Quelle est la durée du mandat des représentants des salariés et cela affecte-t-il leur capacité à poser des questions objectives lors des réunions du conseil d'administration ? En l'absence d'approches cohérentes, il est évident qu'il n'y a pas de règles de rotation pour l'indépendance des représentants des salariés. Nous considérons que les membres réguliers du conseil d'administration ne sont plus indépendants après 12 ans. À quel moment les représentants des salariés siégeant au conseil d'administration doivent-ils être considérés comme affiliés à la direction et/ou aux actionnaires ?
Les réponses des entreprises et des représentants des salariés peuvent être regroupées sous deux approches. Un groupe estime qu'un mandat de longue durée donne aux représentants des salariés au conseil d'administration une confiance suffisante pour exprimer leurs opinions dans les discussions du conseil d'administration. L'autre groupe partage notre préoccupation selon laquelle une règle de rotation globale devrait être introduite par les régulateurs.

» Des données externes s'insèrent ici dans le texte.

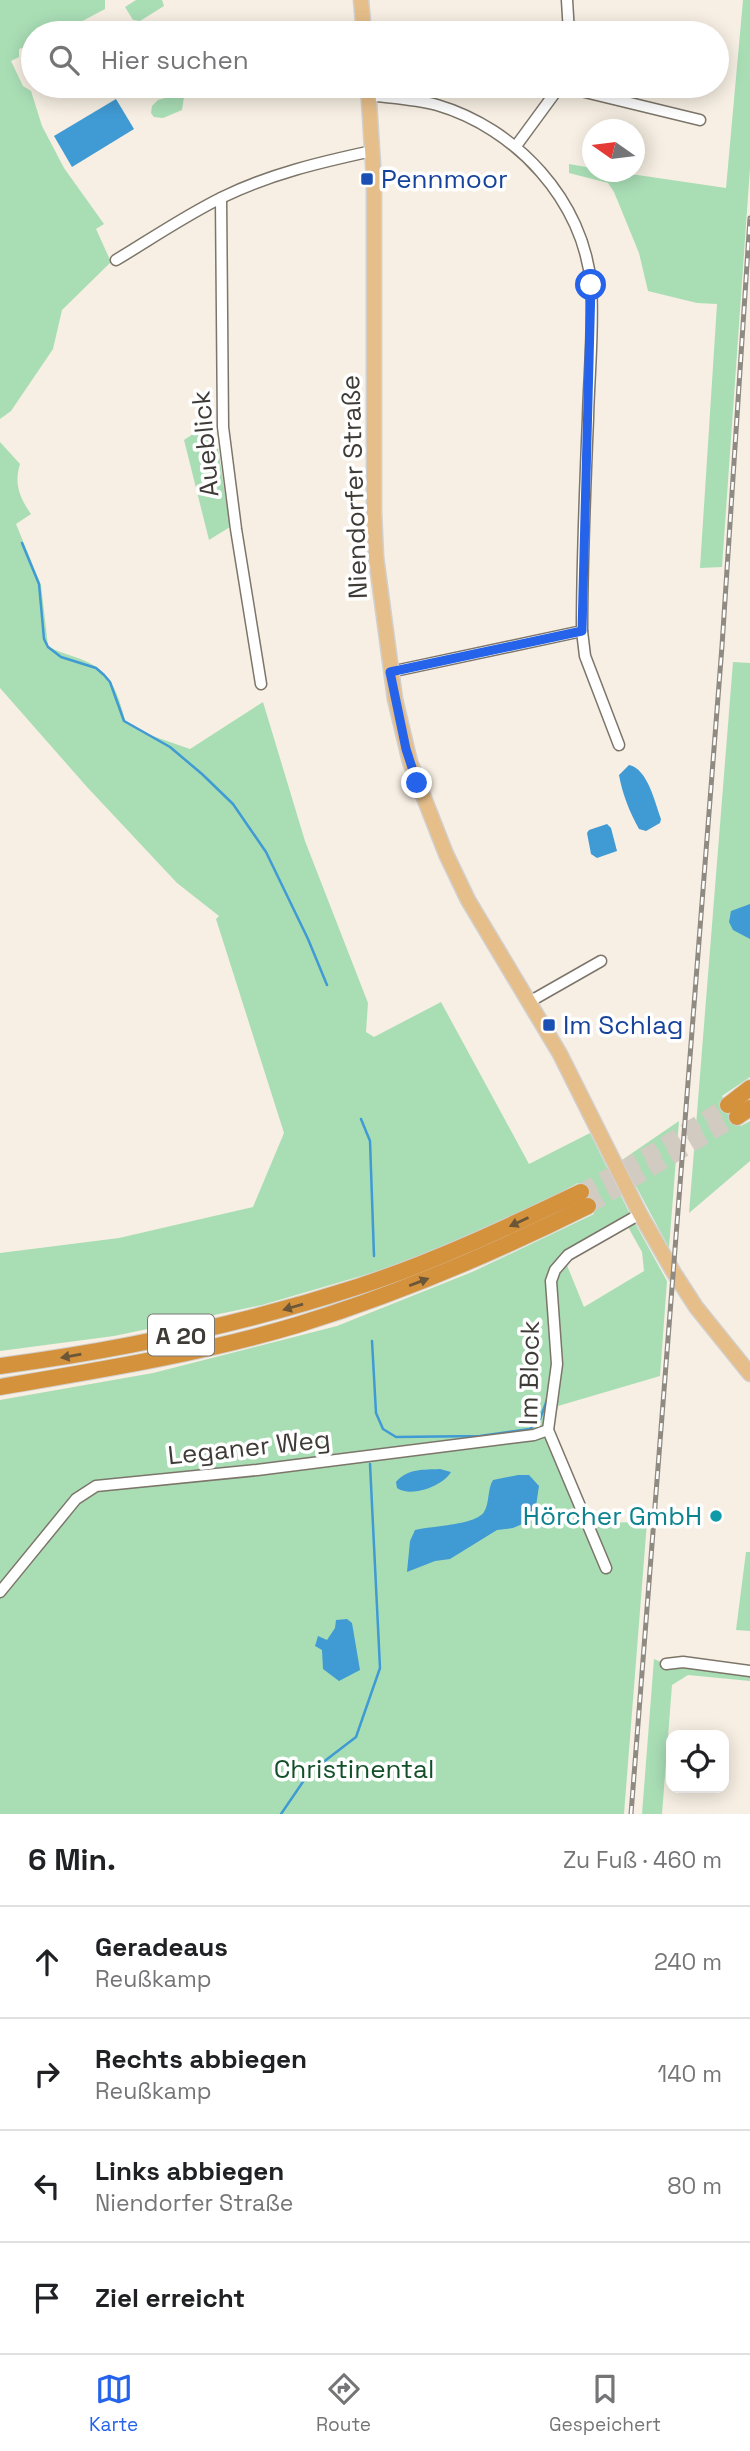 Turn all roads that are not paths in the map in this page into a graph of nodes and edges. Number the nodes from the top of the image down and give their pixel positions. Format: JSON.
{"nodes":[{"id":1,"x":361,"y":0,"type":"edge"},
{"id":2,"x":567,"y":0,"type":"edge"},
{"id":3,"x":363,"y":21,"type":"edge"},
{"id":4,"x":568,"y":21,"type":"edge"},
{"id":5,"x":369,"y":98,"type":"edge"},
{"id":6,"x":405,"y":98,"type":"edge"},
{"id":7,"x":552,"y":98,"type":"edge"},
{"id":8,"x":610,"y":98,"type":"edge"},
{"id":9,"x":700,"y":120,"type":"dead end"},
{"id":10,"x":516,"y":146,"type":"junction"},
{"id":11,"x":372,"y":151,"type":"junction"},
{"id":12,"x":221,"y":198,"type":"junction"},
{"id":13,"x":116,"y":260,"type":"dead end"},
{"id":14,"x":582,"y":631,"type":"junction"},
{"id":15,"x":390,"y":672,"type":"junction"},
{"id":16,"x":261,"y":684,"type":"dead end"},
{"id":17,"x":619,"y":745,"type":"dead end"},
{"id":18,"x":601,"y":961,"type":"dead end"},
{"id":19,"x":529,"y":1002,"type":"junction"},
{"id":20,"x":750,"y":1088,"type":"edge"},
{"id":21,"x":738,"y":1110,"type":"tunnel mouth"},
{"id":22,"x":640,"y":1214,"type":"junction"},
{"id":23,"x":0,"y":1366,"type":"edge"},
{"id":24,"x":750,"y":1374,"type":"edge"},
{"id":25,"x":0,"y":1387,"type":"edge"},
{"id":26,"x":548,"y":1430,"type":"junction"},
{"id":27,"x":606,"y":1568,"type":"dead end"},
{"id":28,"x":0,"y":1592,"type":"edge"},
{"id":29,"x":666,"y":1664,"type":"dead end"},
{"id":30,"x":750,"y":1671,"type":"edge"}],
"edges":[{"from":1,"to":3,"type":"main road"},
{"from":2,"to":4,"type":"street"},
{"from":5,"to":11,"type":"main road","name":"Niendorfer Straße"},
{"from":6,"to":10,"type":"street"},
{"from":7,"to":10,"type":"street"},
{"from":8,"to":9,"type":"street"},
{"from":10,"to":14,"type":"street"},
{"from":11,"to":12,"type":"street"},
{"from":11,"to":15,"type":"main road","name":"Niendorfer Straße"},
{"from":12,"to":13,"type":"street"},
{"from":12,"to":16,"type":"street","name":"Aueblick"},
{"from":14,"to":15,"type":"street"},
{"from":14,"to":17,"type":"street"},
{"from":15,"to":19,"type":"main road","name":"Niendorfer Straße"},
{"from":18,"to":19,"type":"street"},
{"from":19,"to":22,"type":"main road","name":"Niendorfer Straße"},
{"from":20,"to":21,"type":"highway"},
{"from":22,"to":24,"type":"main road","name":"Niendorfer Straße"},
{"from":22,"to":26,"type":"street","name":"Im Block"},
{"from":25,"to":23,"type":"highway","number":"A 20","one_way":true},
{"from":26,"to":27,"type":"street","name":"Im Block"},
{"from":26,"to":28,"type":"street","name":"Leganer Weg"},
{"from":29,"to":30,"type":"street"}]}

La réponse la plus fréquente des directions à la question de la valeur ajoutée est que les représentants des salariés apportent une autre perspective aux discussions. Par exemple, lorsque la discussion se situe à un niveau trop élevé, les représentants des salariés ayant une connaissance du terrain peuvent ancrer le sujet et fournir aux membres des informations techniques et de faisabilité. Dans le cadre des travaux des comités, le point de vue des salariés peut s'avérer très utile pour les discussions sur la rémunération des dirigeants, les nominations et le développement durable.
Quelles sont les prochaines étapes ?
Au cours de la première phase de l'engagement, nous avons réalisé que certains changements ne pouvaient être réalisés que par le biais d'une réglementation nationale, voire locale, et d'une collaboration avec les syndicats régionaux. Étant donné l'absence de réponse des syndicats nationaux que nous avons contactés, une approche plus locale est nécessaire pour inviter les contacts appropriés aux discussions.
La prochaine étape consistera à dialoguer avec les régulateurs et les syndicats afin de déterminer si une harmonisation européenne est possible et quelle approche elle pourrait adopter pour maximiser les avantages de la représentation des salariés au conseil d'administration.